Purpose : It has been hypothesized that primary open-angle glaucoma (POAG) may be associated with cognitive impairment and/or dementia because both are age-related neurodegenerative processes. Neuropathy in POAG extends throughout the visual pathway, from the optic nerve to visual cortex. It is unclear whether glaucoma affects other neurological functions, such as cognition, in addition to vision. This study examined the potential association between POAG and cognitive impairment.

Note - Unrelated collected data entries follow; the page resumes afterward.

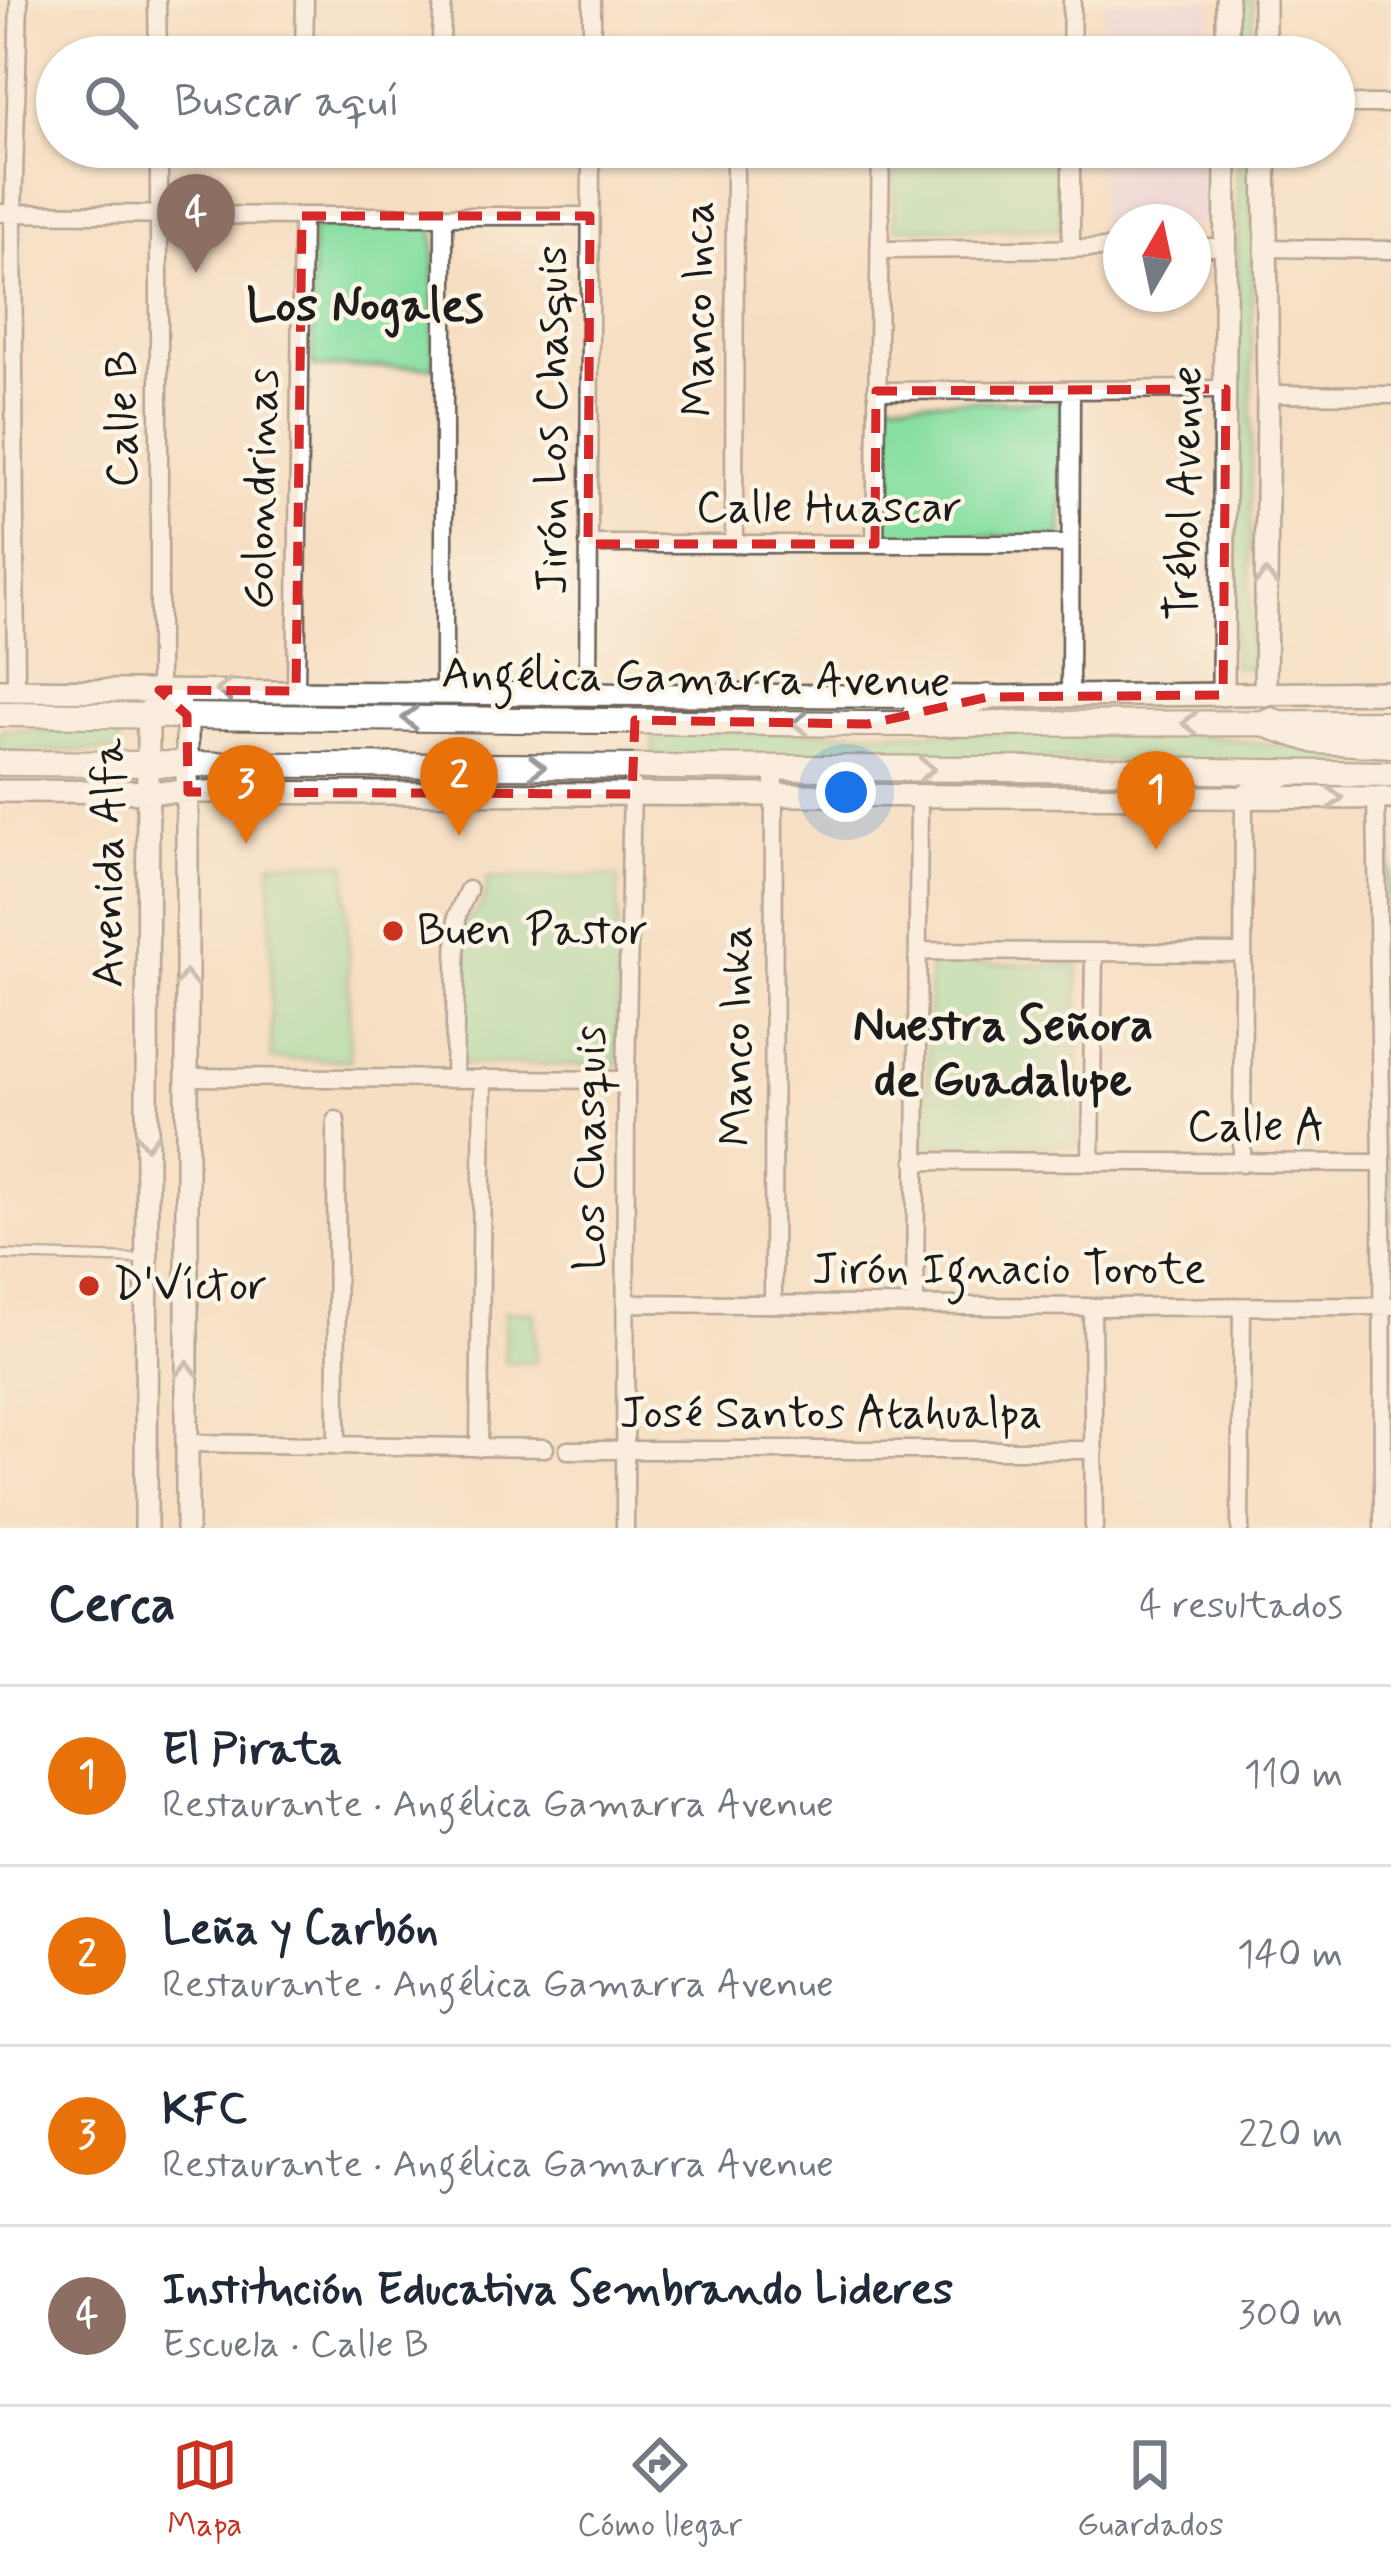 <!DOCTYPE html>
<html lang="es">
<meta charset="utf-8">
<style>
:root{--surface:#fff;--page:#f6f6f7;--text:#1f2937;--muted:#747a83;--line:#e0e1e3;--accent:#c8321e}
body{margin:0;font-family:Mynerve,sans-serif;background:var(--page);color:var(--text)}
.compass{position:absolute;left:1103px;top:204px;width:108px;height:108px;border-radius:50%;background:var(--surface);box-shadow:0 3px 9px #0004;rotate:9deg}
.you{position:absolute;left:846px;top:792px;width:42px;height:42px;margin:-30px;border:9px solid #fff;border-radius:50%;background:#1a73e8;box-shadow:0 0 0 18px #1a73e833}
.badge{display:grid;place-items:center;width:78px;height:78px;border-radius:50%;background:var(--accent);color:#fff;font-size:39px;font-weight:700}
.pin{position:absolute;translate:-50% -99px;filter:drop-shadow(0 3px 6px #0008)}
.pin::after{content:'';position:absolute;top:63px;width:42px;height:36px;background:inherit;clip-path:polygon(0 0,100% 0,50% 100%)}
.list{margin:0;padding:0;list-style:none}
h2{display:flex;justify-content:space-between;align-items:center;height:156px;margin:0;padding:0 48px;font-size:51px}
h2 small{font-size:39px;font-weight:400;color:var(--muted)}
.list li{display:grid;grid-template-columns:78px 1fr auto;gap:36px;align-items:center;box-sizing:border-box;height:180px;padding:0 48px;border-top:3px solid var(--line)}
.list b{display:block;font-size:45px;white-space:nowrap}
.list p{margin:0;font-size:39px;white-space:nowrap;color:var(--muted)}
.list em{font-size:39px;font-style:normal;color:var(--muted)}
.icon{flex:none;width:66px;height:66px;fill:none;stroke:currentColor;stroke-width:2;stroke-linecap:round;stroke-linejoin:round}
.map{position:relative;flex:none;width:1391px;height:1528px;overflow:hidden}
.search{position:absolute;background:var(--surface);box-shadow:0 3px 9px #0004;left:36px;right:36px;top:36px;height:132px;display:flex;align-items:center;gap:30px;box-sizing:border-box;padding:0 42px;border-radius:66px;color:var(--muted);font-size:45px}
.sheet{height:876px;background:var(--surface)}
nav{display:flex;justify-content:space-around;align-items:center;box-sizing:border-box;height:168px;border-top:3px solid var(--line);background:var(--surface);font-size:33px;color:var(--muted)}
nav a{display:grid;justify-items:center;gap:6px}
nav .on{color:var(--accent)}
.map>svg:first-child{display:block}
.built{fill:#e8d2ee}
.green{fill:#88dfa2;stroke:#527e5f;stroke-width:3}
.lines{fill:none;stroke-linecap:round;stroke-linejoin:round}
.lane-casing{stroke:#686056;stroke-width:12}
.street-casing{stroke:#686056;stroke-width:21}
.secondary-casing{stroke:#686056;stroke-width:26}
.primary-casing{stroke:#686056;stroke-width:28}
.highway-casing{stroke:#686056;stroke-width:34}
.lane{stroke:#fff;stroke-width:8}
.street{stroke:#fff;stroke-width:16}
.secondary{stroke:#fff;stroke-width:21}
.primary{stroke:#fff;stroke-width:24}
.highway{stroke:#fff;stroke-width:30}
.oneway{stroke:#999}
.marked{fill:none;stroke:#d62828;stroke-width:9;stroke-dasharray:24 15;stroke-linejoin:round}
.poi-dot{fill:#c8321e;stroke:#fcf5e5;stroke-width:4.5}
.labels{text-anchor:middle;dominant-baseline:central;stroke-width:9;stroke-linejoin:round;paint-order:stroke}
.street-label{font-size:45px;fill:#1c1c1c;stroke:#fcf5e5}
.poi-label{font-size:45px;fill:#1c1c1c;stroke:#fcf5e5;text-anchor:start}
.neighbourhood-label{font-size:48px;font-weight:bold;fill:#1c1c1c;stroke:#fcf5e5}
</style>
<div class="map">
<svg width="1391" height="1528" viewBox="0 0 1391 1528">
<rect width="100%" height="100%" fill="#fcf5e5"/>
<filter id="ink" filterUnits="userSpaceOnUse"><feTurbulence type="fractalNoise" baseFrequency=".00833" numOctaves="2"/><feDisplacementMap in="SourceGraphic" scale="24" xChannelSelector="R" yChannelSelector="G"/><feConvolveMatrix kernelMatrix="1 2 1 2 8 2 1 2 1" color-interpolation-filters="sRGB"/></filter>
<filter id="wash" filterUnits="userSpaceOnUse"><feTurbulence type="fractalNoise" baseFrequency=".004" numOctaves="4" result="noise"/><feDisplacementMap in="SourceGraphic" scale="48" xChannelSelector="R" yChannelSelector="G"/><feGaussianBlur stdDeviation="2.7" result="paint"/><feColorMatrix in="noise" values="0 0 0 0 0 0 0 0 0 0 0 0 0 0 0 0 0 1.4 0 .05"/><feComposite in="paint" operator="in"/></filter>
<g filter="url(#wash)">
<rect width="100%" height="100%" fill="#f6dec3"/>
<path class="built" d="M 1105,0 L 1211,0 L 1211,57 L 1103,57 Z
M 1100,147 L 1211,147 L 1210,225 L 1193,225 L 1193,222 L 1098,224 Z"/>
<path class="green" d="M 1236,0 L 1253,0 L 1254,57 L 1238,57 Z
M 895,147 L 1061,147 L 1061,229 L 894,228 Z
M 1238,147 L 1253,147 L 1250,668 L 1234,666 Z
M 312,227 L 434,227 L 434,367 L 313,367 Z
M 884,400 L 1063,402 L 1062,537 L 883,535 Z
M 0,730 L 119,730 L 119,751 L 0,751 Z
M 654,731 L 1187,734 L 1274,745 L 1391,752 L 1391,764 L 653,756 Z
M 1385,818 L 1391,818 L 1391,1224 Z
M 271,862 L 347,863 L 350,1060 L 271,1059 Z
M 618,876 L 617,1065 L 462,1064 L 464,921 C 483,909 487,899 487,878 Z
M 930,963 L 1078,965 L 1078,1145 L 926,1145 Z
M 504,1312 L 534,1312 L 536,1362 L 505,1363 Z"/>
</g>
<g filter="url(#ink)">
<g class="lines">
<defs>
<path id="lane" d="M 0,1255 L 142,1259"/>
<path id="street" d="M 157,0 L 158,57
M 304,57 L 305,0
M 440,57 L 443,0
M 592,57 L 592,0
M 1071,57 L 1072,0
M 1334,104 L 1391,104
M 159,147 L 159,690
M 1071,147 L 1071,249
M 0,213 L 302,216 L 590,216
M 444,216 L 444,691
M 1193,247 L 1226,247
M 1267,248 L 1391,250
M 879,250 L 1121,248
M 876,391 L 1226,389
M 1268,394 L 1391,395
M 588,544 L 1069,544
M 734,544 L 735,147
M 875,544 L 881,147
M 16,690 L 13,213 L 19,0
M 296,691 L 302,216
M 588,693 L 591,147
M 1070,696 L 1071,390
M 1376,798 L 1382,1163 L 1383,1528
M 918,951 L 1243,953
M 186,1077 L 626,1080
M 454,1078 L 457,915 L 468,890
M 336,1120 L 337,1446
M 915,1161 L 1382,1163
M 1091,1161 L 1094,953
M 1242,1164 L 1244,798
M 627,1303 L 1092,1307 L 1391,1306
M 773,1304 L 774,768
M 915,1306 L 919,795
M 1092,1307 L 1094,1528
M 187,1443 L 545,1448
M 479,1448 L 483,1078
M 568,1450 L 1094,1450
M 625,1528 L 626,1080 L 632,785
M 1240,1528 L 1242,1307"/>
<path id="secondary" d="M 1264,0 L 1264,57
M 1227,57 L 1227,0
M 0,690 L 988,697 L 1391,692
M 1223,695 L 1226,147
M 1265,695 L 1268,394 L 1265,147
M 0,791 L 1391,798
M 146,1528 L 148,715 L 159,690 L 187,715 L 187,1528"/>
<path id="primary" d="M 0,714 L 868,724 L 1391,723
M 915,714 L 988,697
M 0,763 L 1148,770 L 1391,774
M 1244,798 L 1283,775"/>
<path id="highway" d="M 1270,723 L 1316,738 L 1391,742"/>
</defs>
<use href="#lane" class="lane-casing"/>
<use href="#street" class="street-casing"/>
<use href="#secondary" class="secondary-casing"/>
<use href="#primary" class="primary-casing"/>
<use href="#highway" class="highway-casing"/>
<use href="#lane" class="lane"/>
<use href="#street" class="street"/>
<use href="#secondary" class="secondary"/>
<use href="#primary" class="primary"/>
<use href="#highway" class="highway"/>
</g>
<defs><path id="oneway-chevron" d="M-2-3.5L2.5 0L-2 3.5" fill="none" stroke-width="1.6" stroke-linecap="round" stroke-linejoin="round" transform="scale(3)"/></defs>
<g class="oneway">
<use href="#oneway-chevron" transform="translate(1266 578) rotate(-89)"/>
<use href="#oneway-chevron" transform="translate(224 690) rotate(-180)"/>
<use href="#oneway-chevron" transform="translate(410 718) rotate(-179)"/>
<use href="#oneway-chevron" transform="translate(800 723) rotate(-179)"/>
<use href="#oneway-chevron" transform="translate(1190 723) rotate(180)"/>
<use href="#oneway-chevron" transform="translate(537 767)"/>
<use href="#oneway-chevron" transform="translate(927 769)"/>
<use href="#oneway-chevron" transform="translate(1335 798)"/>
<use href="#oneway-chevron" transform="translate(186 979) rotate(-90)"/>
<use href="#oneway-chevron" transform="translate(147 1141) rotate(90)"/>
<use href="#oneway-chevron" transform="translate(187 1369) rotate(-90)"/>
</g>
</g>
<path d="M0 0H1391V1528H0ZM 302,216 L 590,216 L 588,544 L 875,544 L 876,391 L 1226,389 L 1223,695 L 988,697 L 868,724 L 635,720 L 632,794 L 188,792 L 187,715 L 159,690 L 296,691 Z" fill="#f6dec3" fill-opacity=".55" fill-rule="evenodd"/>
<path class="marked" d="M 302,216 L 590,216 L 588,544 L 875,544 L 876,391 L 1226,389 L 1223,695 L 988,697 L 868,724 L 635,720 L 632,794 L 188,792 L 187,715 L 159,690 L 296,691 Z"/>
<g class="poi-dot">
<circle cx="393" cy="931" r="12"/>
<circle cx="89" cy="1286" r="12"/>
</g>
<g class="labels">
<g class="street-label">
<text transform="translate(699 309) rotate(-90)">Manco Inca</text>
<text transform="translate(123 419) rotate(-90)">Calle B</text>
<text transform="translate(553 420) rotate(-90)">Jirón Los Chasquis</text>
<text transform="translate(262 489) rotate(-89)">Golondrinas</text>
<text transform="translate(1186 493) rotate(-89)">Trébol Avenue</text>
<text x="829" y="508">Calle Huascar</text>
<text transform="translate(696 679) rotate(1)">Angélica Gamarra Avenue</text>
<text transform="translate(109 863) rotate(-90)">Avenida Alfa</text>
<text transform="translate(737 1036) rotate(-90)">Manco Inka</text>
<text x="1256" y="1127">Calle A</text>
<text transform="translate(591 1148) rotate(-90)">Los Chasquis</text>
<text x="1009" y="1270">Jirón Ignacio Torote</text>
<text x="831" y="1414">José Santos Atahualpa</text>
</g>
<g class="poi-label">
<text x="417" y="931">Buen Pastor</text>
<text x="113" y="1286">D'Víctor</text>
</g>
<g class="neighbourhood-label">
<text x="365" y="306">Los Nogales</text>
<text x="1003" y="1026">Nuestra Señora<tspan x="1003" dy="55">de Guadalupe</tspan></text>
</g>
</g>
</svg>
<svg class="compass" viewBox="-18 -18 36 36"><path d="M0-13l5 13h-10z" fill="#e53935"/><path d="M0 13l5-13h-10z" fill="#747a83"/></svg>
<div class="you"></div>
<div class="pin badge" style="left:1156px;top:850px;background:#e8710a">1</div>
<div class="pin badge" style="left:459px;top:836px;background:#e8710a">2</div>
<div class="pin badge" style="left:246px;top:844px;background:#e8710a">3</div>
<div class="pin badge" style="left:196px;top:273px;background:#8d6e63">4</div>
<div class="search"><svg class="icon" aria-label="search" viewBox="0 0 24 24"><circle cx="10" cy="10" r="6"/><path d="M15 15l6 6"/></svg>Buscar aquí</div>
</div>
<section class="sheet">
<h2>Cerca<small>4 resultados</small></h2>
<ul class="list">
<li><span class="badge" style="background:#e8710a">1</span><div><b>El Pirata</b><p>Restaurante · Angélica Gamarra Avenue</p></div><em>110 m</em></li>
<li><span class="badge" style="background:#e8710a">2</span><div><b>Leña y Carbón</b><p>Restaurante · Angélica Gamarra Avenue</p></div><em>140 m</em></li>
<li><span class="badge" style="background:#e8710a">3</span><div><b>KFC</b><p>Restaurante · Angélica Gamarra Avenue</p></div><em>220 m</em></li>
<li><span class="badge" style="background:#8d6e63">4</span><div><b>Institución Educativa Sembrando Lideres</b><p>Escuela · Calle B</p></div><em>300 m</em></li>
</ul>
</section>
<nav>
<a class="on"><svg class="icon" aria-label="map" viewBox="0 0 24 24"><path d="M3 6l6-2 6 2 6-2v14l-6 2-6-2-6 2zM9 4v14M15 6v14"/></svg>Mapa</a>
<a><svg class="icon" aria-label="directions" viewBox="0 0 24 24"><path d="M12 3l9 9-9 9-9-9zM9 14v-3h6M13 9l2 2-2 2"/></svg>Cómo llegar</a>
<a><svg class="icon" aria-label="saved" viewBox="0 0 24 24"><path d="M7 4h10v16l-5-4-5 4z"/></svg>Guardados</a>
</nav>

Methods : The Montreal Cognitive Assessment (MoCA) was administered to patients enrolled in the Primary Open-Angle African American Glaucoma Genetics (POAAGG) study at the Scheie Eye Institute. This was an initial pilot study. Patients were categorized into two groups: POAG cases and non-POAG controls. A single investigator, masked to patient diagnostic status, administered the MoCA to all patients. Patients received a total score (out of 30 possible points), as well as sub-scores evaluating visuospatial/executive function, naming, memory, attention, language, abstraction, and orientation. Scores were compared between diagnostic categories. Cases were further assessed by retinal nerve fiber layer (RNFL) thickness measurements. Adjustments were made for age, sex, and educational level.

Results : The MoCA was administered to 88 patients in total: 49 cases (average age=70.2, age range=44-88) and 39 controls (average age=64.9, age range=39-87). Before adjustment, the mean difference between cases and controls was -1.40 (95% CI=-3.08-0.28, p=0.09). After adjustment for age, sex, and educational level, however, the mean difference was not statistically significant, at -0.63 (95% CI=-1.92-0.67, p=0.34). There was no statistically significant association between RNFL thickness and MoCA score in POAG cases (95% CI=-0.21-0.03, p=0.17).

Conclusions : These data do not demonstrate large differences between POAG cases and controls in cognitive function as measured by the MoCA. Neurodegeneration associated with glaucoma may be limited to the visual pathway, and may not extend more globally in the brain to affect neural pathways involved in cognition. Alternatively, the MoCA may not be a sensitive enough test to evaluate subtle differences in cognitive ability in POAG patients. Finally, it is possible that only a subset of patients manifest a cognitive impairment associated with POAG, so a larger, better-powered study is planned.

This is an abstract that was submitted for the 2017 ARVO Annual Meeting, held in Baltimore, MD, May 7-11, 2017.